The experiment described here extend the previous findings regarding contingency learning by infants by investigating an intermodal, real‐time contingency between infants’ vocalizations and a visual response, where the timing and, crucially, the initiation of the contingent responses both depend entirely on the self‐initiated actions of the infants (i.e., the screen remains black if the infants do not vocalize). The learning of this contingency requires infants to anticipate the visual effects of their self‐initiated vocalizations and places infants in full control of exploring the contingency under investigation.

In addition, this is the first study we are aware of to demonstrate real‐time vocal learning outside of a social‐interactional situation. Social feedback is known to reinforce prelinguistic vocalizations, and it has been suggested that an infant's vocal behavior becomes more mature in response to adult speech (Goldstein & Schwade, 2008; but see Fagan & Doveikis, 2017, who do not find evidence for such an effect). Others have also shown the importance for later language learning of parental contingent responses to children (e.g., McGillion et al., 2013). Clearly, children learn a lot from their social partners. In this study, we have shown infants changing their vocal behavior based on their own production practice and experience: the infants produce sounds and perceive their effects without the mediation, interpretation or mirroring of an interlocutor's responses. The two mechanisms, learning based on own past behavior, and learning based on others’ responses to own past behavior, are likely to be complementary rather than competing.

The ability of infants to learn a contingency when engaged in screen time has provocative implications for the current debate over the impact of visual displays on infant development. In the lively debate about the use of touchscreens with young children and infants, decisions and advice should be based upon studies, such as this one. The concerns around mobile device use with young children, while meriting further research, are not currently based on solid empirical evidence (see Bedford et al., 2016).

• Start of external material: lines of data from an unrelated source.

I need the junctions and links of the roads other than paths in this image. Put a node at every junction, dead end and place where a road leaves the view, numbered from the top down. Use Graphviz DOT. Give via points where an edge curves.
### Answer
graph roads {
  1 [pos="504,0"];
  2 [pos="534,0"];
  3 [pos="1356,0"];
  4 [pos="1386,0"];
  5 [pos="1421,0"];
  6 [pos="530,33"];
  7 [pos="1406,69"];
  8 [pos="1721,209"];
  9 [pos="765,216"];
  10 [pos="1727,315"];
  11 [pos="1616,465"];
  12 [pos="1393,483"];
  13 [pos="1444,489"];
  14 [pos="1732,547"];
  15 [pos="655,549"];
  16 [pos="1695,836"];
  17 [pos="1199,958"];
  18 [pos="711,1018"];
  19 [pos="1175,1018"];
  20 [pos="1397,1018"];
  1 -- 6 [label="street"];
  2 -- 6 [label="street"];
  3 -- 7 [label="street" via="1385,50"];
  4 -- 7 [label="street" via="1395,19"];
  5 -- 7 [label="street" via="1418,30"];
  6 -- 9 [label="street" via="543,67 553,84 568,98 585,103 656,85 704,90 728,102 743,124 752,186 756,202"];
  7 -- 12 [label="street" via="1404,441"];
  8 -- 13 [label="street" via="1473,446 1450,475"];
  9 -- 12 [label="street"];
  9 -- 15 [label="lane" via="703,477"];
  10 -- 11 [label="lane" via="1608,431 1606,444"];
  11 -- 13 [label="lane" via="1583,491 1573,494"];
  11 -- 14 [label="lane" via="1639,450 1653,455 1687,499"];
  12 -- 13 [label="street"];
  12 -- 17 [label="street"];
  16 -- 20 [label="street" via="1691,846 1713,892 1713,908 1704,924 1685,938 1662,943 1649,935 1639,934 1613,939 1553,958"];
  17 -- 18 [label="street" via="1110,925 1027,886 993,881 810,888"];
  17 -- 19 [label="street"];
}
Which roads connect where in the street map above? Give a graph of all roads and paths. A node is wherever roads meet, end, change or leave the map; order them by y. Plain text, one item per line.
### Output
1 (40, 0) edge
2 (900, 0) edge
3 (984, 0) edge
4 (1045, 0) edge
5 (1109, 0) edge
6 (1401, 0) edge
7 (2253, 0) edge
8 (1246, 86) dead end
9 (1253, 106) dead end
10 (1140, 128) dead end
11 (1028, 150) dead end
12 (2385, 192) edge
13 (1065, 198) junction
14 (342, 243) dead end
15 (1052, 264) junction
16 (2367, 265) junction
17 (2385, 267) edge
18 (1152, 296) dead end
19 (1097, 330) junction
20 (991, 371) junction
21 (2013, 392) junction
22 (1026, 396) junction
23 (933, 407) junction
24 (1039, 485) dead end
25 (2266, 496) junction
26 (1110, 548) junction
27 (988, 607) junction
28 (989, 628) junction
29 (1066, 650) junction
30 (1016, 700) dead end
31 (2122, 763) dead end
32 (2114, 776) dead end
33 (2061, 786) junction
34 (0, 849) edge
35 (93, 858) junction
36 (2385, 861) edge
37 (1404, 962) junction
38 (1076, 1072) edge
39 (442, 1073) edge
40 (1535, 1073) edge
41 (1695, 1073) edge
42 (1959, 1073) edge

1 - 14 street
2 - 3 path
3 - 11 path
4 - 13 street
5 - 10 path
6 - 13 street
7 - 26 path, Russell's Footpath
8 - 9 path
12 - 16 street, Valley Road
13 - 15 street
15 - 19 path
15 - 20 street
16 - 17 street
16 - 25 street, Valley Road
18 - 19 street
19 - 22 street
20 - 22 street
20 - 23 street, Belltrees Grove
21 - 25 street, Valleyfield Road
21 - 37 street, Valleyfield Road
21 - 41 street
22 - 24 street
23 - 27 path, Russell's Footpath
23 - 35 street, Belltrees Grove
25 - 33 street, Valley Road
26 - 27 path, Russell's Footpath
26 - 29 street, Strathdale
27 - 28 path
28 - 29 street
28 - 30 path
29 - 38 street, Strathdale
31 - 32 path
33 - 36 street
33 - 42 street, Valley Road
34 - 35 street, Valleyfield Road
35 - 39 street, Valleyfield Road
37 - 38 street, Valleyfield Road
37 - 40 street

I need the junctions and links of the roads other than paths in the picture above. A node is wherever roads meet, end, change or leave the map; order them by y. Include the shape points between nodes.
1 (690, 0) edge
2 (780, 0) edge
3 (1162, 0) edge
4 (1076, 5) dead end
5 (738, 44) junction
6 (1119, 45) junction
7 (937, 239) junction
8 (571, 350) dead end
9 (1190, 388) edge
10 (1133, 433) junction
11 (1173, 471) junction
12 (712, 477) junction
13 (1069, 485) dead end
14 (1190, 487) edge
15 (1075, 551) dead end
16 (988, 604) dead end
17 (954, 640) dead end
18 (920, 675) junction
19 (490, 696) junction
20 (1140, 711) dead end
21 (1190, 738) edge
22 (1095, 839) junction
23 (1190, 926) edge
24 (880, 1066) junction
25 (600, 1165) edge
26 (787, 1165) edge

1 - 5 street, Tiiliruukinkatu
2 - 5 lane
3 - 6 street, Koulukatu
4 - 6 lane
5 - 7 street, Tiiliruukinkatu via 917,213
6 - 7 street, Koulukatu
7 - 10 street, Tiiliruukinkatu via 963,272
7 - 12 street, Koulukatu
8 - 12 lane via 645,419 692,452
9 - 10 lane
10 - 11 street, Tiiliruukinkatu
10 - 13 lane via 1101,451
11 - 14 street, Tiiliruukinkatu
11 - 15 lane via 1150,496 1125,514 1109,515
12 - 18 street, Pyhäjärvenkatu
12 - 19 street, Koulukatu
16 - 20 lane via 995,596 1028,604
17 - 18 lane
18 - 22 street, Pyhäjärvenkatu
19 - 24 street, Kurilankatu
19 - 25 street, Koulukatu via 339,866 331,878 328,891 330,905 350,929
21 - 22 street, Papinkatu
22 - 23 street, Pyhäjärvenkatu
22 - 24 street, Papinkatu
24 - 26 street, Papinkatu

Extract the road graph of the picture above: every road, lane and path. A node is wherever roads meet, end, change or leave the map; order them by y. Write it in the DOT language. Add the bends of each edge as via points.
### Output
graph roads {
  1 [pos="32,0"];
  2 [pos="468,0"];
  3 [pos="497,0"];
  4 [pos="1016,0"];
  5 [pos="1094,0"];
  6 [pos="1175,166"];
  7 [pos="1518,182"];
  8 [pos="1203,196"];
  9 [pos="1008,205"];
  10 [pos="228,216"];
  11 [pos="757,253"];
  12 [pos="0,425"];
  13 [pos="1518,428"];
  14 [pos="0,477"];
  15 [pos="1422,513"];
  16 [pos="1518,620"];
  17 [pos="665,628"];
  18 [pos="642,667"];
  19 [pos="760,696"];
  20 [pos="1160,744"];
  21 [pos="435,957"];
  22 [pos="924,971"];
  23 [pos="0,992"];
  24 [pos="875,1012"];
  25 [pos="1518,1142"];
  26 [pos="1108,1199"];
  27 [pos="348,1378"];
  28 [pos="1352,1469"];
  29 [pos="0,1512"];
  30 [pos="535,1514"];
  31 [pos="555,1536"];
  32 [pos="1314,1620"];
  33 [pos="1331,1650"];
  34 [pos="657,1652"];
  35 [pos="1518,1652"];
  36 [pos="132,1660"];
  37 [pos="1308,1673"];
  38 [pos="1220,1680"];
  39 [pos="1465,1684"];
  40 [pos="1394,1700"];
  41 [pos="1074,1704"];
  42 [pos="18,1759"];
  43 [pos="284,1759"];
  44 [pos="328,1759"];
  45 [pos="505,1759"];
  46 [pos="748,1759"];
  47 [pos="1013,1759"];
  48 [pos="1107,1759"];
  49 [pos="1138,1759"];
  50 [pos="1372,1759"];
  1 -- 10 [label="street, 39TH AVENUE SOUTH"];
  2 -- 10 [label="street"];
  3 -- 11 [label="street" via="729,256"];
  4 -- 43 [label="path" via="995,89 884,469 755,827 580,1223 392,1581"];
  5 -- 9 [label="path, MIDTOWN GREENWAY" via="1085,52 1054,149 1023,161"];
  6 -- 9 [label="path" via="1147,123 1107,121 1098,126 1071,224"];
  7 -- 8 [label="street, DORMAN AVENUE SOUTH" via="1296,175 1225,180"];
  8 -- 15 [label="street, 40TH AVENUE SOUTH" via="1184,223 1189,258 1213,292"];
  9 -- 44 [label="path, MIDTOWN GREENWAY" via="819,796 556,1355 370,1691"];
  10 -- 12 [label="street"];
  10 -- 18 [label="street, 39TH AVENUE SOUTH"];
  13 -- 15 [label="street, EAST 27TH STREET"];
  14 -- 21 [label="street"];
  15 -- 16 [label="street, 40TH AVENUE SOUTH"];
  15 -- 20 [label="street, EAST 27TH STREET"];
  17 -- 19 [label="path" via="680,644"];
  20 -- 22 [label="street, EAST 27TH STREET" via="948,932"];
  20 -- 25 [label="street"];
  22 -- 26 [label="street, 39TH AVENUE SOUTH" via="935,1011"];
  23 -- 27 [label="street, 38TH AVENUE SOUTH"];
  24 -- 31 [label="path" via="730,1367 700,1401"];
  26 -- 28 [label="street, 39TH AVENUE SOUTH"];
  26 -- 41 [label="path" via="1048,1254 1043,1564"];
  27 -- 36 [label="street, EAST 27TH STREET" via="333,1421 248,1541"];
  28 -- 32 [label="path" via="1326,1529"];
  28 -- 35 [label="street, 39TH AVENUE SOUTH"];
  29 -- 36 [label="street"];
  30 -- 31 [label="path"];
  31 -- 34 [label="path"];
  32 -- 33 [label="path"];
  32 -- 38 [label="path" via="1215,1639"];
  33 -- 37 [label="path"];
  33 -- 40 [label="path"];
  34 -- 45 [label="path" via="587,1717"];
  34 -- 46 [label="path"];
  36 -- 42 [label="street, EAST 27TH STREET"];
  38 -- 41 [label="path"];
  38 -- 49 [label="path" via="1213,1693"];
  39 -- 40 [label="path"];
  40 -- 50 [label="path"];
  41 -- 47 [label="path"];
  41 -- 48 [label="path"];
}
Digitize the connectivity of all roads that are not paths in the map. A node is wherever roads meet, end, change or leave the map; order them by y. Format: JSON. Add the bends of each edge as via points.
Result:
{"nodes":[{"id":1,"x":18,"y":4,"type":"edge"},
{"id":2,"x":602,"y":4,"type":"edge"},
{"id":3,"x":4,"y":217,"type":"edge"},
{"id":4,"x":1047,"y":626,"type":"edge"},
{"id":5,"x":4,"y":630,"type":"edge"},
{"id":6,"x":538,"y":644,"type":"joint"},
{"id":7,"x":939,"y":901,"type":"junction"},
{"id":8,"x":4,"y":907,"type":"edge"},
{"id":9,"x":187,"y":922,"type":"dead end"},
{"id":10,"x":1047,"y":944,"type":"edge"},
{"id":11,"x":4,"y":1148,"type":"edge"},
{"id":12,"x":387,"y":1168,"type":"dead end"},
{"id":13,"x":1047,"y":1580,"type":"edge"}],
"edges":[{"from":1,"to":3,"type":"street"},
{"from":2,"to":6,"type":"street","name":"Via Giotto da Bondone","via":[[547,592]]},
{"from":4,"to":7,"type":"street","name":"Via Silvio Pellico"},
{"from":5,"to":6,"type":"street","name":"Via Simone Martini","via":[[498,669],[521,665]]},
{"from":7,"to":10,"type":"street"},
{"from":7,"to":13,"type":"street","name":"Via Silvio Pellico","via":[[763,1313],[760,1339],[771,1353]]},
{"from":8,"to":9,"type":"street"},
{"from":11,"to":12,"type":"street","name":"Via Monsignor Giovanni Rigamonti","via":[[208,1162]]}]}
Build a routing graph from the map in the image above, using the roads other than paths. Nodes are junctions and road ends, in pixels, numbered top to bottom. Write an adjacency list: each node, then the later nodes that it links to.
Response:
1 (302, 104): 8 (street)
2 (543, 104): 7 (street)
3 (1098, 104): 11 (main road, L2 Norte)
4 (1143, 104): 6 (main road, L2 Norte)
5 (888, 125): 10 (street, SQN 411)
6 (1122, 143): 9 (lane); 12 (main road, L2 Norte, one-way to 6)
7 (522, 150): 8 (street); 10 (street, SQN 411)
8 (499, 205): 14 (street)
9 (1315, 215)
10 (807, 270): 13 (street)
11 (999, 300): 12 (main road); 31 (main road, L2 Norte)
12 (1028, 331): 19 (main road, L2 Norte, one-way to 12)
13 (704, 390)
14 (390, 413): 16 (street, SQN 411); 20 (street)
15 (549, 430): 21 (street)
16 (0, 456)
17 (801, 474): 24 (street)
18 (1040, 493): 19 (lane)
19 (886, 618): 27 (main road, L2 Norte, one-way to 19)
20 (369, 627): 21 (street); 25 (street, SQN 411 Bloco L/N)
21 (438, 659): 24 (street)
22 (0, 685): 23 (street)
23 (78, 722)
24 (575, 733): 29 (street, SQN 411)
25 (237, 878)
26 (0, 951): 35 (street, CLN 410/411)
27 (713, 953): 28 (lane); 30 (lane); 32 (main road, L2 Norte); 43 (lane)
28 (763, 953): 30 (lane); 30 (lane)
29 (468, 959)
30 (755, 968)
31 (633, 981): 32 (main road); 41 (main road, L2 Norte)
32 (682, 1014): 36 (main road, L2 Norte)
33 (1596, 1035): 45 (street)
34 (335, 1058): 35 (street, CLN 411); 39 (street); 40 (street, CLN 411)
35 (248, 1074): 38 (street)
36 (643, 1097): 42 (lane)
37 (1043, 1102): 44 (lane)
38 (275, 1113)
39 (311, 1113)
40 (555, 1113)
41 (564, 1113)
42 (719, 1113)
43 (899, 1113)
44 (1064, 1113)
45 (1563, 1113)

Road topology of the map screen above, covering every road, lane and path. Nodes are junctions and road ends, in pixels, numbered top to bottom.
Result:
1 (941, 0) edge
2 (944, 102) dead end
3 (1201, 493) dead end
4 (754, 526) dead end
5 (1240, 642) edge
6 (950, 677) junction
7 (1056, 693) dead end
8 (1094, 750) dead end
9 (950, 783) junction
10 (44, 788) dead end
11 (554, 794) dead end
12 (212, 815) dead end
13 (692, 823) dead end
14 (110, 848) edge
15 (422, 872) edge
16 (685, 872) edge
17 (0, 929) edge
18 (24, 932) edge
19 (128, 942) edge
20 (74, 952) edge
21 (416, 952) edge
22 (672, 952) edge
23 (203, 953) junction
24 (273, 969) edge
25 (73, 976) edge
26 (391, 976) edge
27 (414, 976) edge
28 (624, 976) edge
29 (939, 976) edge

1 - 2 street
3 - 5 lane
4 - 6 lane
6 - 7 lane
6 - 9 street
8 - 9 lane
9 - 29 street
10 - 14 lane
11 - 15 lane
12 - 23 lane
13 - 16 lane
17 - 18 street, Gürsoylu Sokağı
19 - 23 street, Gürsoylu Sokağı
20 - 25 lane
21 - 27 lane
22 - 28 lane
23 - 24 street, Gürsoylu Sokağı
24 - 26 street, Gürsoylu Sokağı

Now that we have seen that such learning is possible, we see two potential directions for further research: Firstly, there have now been several studies, which found that mastering the production of consonants, as measured by frequent and sustained production of such consonants, is correlated with earlier word production (McCune & Vihman, 2001; McGillion et al., 2016). If infants can engage with BabblePlay for extended periods of time, and that would lead them to vocalize more than they would have otherwise, and if they have already begun to produce consonants, then the use of BabblePlay is likely to increase their consonant production, thus bringing forward their age for consonant mastery. We will, thus, be able to experimentally test the effects of increased vocalizing on later productive lexicons, with such an increase being achievable through self‐exploration, without involving the confounding (although undoubtedly highly beneficial) variable of increased parental interaction. Secondly, this work sets the foundations for exploring the benefits of technology for reinforcing vocal practice in infant populations who are at risk for poor language skills (e.g., low socioeconomic status infants: Hart & Risley, 1995), or in young children with language delay who find social interaction challenging (e.g., autistic children. See Clifford & Dissanayake, 2008, regarding social interaction and McDaniel et al., 2018, regarding language delay). This type of intervention is particularly timely for autistic children: McDaniel et al.’s meta‐analysis (2018) finds a strong relationship between vocalizing and expressive lexicon in autistic children and recommends further research into this relationship to guide future interventions. We are now embarking on a longitudinal study to test whether indeed this contingency‐learning set‐up can lead to earlier word production in typically developing infants from low socioeconomic status homes and are also hoping to test its appropriateness for autistic children.

CONFLICT OF INTEREST

The authors declare no conflicts of interest with regard to the funding source for this study.